On April 5, 2004, the Attorney General of the State of New York
filed a motion for contempt under New York law in the Supreme
Court of the State of New York, County of Albany, alleging non-
compliance with an order of the Attorney General's Office obtained
in 1998 which enjoined the Company from engaging in certain
alleged deceptive business practices. In the motion, the Attorney
General sought a court order holding the Company in civil and
criminal contempt for violations of the 1998 order and a fine in
the amount of $5 per day for each day it has allegedly disobeyed
the 1998 order and certain other fees, as well as an unspecified
amount of monetary damages to the petitioners. On July 8, 2004,
the Company and the State of New York reached an agreement to
settle the suit for a total of $277, which covers fines,
penalties, legal and administrative costs. The Company has paid
$37 and accrued $102 for this litigation as of August 28, 2004
representing its half of a proposed settlement, with the other
half to be paid by the Private Company.
(11) Quarterly Results of Operations (Unaudited)
The following is a summary of the quarterly results of operations
for the years ended August 28, 2004, and August 30, 2003:
Thirteen Weeks Ended
November 29, February 28, May 29, August 28,
2003 2004 2004 2004
Revenue:
Net sales $31,771 $30,276 $32,698 $30,639
Revenue from service
contracts 2,244 2,143 2,323 2,076
34,015 32,419 35,021 32,715
Cost of sales, including store
occupancy, warehousing,
delivery, and service costs 23,814 23,792 24,032 23,727
Operating income (loss) (1,686) (1,117) 1,294 (1,988)
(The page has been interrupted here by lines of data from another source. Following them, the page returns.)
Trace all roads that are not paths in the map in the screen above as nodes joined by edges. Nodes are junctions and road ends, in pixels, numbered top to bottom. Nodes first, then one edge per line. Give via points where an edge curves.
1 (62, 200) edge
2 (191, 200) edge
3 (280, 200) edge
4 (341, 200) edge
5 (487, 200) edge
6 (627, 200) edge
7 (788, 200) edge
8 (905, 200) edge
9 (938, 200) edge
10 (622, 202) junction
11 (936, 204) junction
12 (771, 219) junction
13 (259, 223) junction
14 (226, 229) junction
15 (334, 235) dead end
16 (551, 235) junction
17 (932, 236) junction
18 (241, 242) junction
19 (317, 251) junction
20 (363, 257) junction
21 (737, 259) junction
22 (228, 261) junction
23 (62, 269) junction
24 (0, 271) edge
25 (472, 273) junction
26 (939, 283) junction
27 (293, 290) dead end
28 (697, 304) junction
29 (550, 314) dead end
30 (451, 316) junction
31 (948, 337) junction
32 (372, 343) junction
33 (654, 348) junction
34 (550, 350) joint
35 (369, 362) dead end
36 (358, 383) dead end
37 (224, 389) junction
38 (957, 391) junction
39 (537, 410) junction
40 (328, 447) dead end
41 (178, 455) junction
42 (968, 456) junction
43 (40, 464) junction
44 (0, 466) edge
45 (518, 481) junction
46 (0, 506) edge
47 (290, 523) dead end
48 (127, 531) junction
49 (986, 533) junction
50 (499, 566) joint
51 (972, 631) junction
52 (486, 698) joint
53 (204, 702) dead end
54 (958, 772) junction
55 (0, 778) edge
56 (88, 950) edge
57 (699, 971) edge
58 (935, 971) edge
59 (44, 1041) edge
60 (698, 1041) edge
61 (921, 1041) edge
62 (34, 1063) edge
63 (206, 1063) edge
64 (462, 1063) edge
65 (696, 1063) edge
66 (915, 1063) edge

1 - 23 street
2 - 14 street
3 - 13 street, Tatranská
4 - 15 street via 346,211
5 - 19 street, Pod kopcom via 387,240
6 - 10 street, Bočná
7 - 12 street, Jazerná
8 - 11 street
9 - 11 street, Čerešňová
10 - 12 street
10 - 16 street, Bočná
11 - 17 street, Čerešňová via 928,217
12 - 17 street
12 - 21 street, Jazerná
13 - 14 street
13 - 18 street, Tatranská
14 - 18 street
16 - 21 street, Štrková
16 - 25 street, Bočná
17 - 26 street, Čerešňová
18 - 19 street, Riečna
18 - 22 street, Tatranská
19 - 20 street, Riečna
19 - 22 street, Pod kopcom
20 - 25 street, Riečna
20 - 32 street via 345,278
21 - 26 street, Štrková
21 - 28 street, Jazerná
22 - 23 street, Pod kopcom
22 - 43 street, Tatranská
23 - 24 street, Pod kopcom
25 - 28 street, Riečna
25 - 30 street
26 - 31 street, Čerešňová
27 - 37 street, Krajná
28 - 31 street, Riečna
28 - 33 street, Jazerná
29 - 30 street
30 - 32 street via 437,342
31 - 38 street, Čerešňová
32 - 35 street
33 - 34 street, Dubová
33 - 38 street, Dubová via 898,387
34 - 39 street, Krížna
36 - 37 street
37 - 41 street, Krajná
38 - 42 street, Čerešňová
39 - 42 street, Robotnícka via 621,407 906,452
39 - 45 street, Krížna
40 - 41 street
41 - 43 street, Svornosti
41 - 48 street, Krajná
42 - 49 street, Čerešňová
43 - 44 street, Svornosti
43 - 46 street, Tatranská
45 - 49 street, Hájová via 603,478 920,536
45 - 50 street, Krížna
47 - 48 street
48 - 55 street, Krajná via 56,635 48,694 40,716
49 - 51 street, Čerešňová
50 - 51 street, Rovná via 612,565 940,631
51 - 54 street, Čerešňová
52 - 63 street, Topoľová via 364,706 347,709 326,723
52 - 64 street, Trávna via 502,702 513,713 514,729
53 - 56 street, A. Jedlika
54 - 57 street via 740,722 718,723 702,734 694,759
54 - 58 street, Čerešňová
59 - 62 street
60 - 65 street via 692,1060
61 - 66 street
Interest income 27 22 19 43
Interest expense 0 2 1 0
Income (loss) before
income taxes (1,659) (1,097) 1,312 (1,725)
Income tax expense (benefit) 32 30 29 882(a)
Net income (loss) $(1,691) $(1,127) $1,283 $(2,607)
Basic income (loss) per share ($0.30) ($0.20) $0.18(b) ($0.46)
Diluted income (loss) per
share ($0.30) ($0.20) $0.17 ($0.46)
F-24
JENNIFER CONVERTIBLES, INC. AND SUBSIDIARIES
Notes to Consolidated Financial Statements
August 28, 2004, August 30, 2003 and August 31, 2002
(in thousands, except for share amounts)
(11) Quarterly Results of Operations (Unaudited) (continued)
Thirteen Weeks Ended
November 30, March 1, May 31, August 30,
2002 2003 2003 2003
Revenue:
Net sales $34,865 $27,570 $28,061 $28,081
Revenue from service
contracts 2,210 1,825 2,061 1,904
37,075 29,395 30,122 29,985
Cost of sales, including
store occupancy,
warehousing, delivery,
and service costs 24,555 20,145 20,810 21,551
Operating income (loss) 556 (1,047) (1,466) (2,111)
Interest income 41 42 29 24
Interest expense 0 0 4 7
Income (loss) before
income taxes 597 (1,005) (1,441) (2,094)
Income tax expense
(benefit) 94 (184) (61) (415)
Net income (loss) $ 503 $(821) $(1,380) $(1,679)
Basic income (loss) per
share $0.07(b) ($0.14) ($0.24) ($.31)
Diluted income (loss)
per share $0.06 ($0.14) ($0.24) ($.31)
(a) Includes $1,117 ($0.20 per share) increase in valuation allowance related
to the beginning of the year deferred tax asset balance (see Note 7).
(b) Restated to include common shares issuable on conversion of Series A
participating preferred stock (see Note 2-Per Share Data).